Eighteen years ago on November 28, 2004, our first-born son, Jonathan, passed through the doorway of death at the age of 22. Since his departure, there always remains an empty place at the table of our family and of our hearts. Author Joseph Bayly, who grieved the death of three of his seven children, writes: “Birth and death enclose man in a sort of parenthesis of the present. . . . We may postpone it, we may tame its violence, but death is still there waiting for us. Death always waits. The door of the hearse is never closed.”[i]
Death is inevitable, but death is not invincible. Death is evil’s trump card; only the supernatural can trump death. And it has! Paul asks, “Where, O death, is your victory? Where, O death, is your sting?” (1 Corinthians 15:55). Once a honeybee stings, it no longer has the power to sting again. Having left its sting once for all in the God-Man, Jesus Christ, death can no longer eternally harm God’s children.
In light of this, I can sincerely affirm that the day my son died was the best day he ever lived. The same is true for all who place their faith in Jesus Christ. That is why Lutheran pastor and theologian Dietrich Bonhoeffer could pray just before he was hanged by the Nazis, “Oh, God, this is the end; but for me it is just the beginning.”
For unbelievers, death begins the night that has no sunrise; but for Christ followers, death begins the day that has no sunset. That is why the Bible describes the death of a believer as an exodus. When Jesus was transfigured before his disciples, Moses and Elijah also appeared as they spoke “of His departure (exodus) which He was about to accomplish at Jerusalem” (Luke 9:31, NASB). Apparently, Jesus’ death was going to accomplish something significant—the possibility for his followers to experience a similar “exodus” from the dungeon of sin and death. Peter also speaks of his impending death by martyrdom as an exodus from this earthly life: “And I will make every effort to see that after my departure (exodus) you will always be able to remember these things” (2 Peter 1:14). Just as the Israelites made their exodus from suffering in Egypt into a land flowing with milk and honey, death for the believer is a welcomed exit from the afflictions of this earthly pilgrimage into the promised delights of heaven. For as Paul writes, “We long for our bodies to be released from sin and suffering” (Romans 8:23, NLT).
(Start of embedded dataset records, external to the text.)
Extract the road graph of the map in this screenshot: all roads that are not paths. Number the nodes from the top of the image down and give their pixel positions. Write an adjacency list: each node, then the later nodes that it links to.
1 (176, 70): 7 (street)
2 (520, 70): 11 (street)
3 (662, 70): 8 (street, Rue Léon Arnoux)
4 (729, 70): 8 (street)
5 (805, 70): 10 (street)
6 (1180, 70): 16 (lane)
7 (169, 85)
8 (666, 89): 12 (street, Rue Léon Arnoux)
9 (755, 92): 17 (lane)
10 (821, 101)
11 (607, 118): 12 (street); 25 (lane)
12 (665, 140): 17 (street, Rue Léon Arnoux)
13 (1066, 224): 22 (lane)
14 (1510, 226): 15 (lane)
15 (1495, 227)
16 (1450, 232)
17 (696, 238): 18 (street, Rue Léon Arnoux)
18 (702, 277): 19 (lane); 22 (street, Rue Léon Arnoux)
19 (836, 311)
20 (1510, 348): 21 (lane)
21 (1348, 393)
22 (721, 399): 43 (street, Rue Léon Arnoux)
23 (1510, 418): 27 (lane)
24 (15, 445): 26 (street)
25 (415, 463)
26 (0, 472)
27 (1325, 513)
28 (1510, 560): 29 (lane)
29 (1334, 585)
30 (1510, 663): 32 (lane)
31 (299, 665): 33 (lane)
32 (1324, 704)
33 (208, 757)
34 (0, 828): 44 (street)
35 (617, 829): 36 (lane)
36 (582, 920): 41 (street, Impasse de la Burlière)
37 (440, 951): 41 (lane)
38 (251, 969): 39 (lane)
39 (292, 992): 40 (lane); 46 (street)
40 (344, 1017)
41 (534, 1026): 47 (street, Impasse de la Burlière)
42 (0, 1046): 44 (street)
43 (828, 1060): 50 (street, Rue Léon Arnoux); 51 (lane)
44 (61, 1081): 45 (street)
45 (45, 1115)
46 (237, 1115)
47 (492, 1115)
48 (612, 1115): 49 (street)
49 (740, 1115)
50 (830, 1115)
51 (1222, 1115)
Such an exodus from our painful earth-bound limp seems to be the emphasis of the prophet Isaiah’s words, which brought great comfort to me and my wife following our son’s “premature” death: “Good people pass away; the godly often die before their time. But no one seems to care or wonder why. No one seems to understand that God is protecting them from the evil to come. For those who follow godly paths will rest in peace when they die” (Isaiah 57:1-2, NLT).
Though the prophet is speaking in the context of impending judgment on Judah in the seventh century B.C., the principle he describes is timeless and applicable today. The French reformer John Calvin (1509-1564) applies this verse to Martin Luther’s (1483-1546) death when he writes: "We ought, therefore, to consider diligently the works of the Lord, both in the life and in the death of the ‘righteous,’ but especially in their death, by which the Lord calls them away to a better life."[ii] Irrespective of the specific circumstances, death for a Christ follower is an exodus, a welcome release from this world of agony and grief.
The Bible not only views the believer’s death as an exodus from evil and suffering, but as a departure for heaven and happiness. Only months before his execution, Paul writes to Timothy, his protégé in the faith, “For I am already being poured out like a drink offering, and the time for my departure is near” (2 Timothy 4:6). Previous to the period of the New Testament, the word “departure” described the pulling up of stakes when breaking camp or the loosening of the ropes and cables when a ship weighed anchor and set out to sea. Though we are presently anchored to the hardships and heartaches of our earthly existence, death is but the loosening of the ropes and weighing anchor. With a mere blast of wind in the sails, the believer will be off to his heavenly home. No wonder Paul can say, “I desire to depart and be with Christ, which is better by far” (Philippians 1:23).
I have frequently cited at funerals a poem entitled “Gone From My Sight,” which beautifully describes what it means for a Christian to die:
I’m standing on the seashore. A ship at my side spreads her white sails to the morning breeze and starts for the blue ocean. She’s an object of beauty and strength and I stand and watch her until, at length, she hangs like a speck of white cloud just where the sea and the sky come down to mingle with each other. And then I hear someone at my side saying, “There, she’s gone.” Gone where? Gone from my sight, that is all. She is just as large in mast and hull and spar as she was when she left my side. And just as able to bear her load of freight to the place of destination. Her diminished size is in me, not in her. And just at that moment when someone at my side says, “There she’s gone,” there are other eyes watching her coming, and there are other voices ready to take up the glad shout, “Here she comes!” And that is— dying.[iii]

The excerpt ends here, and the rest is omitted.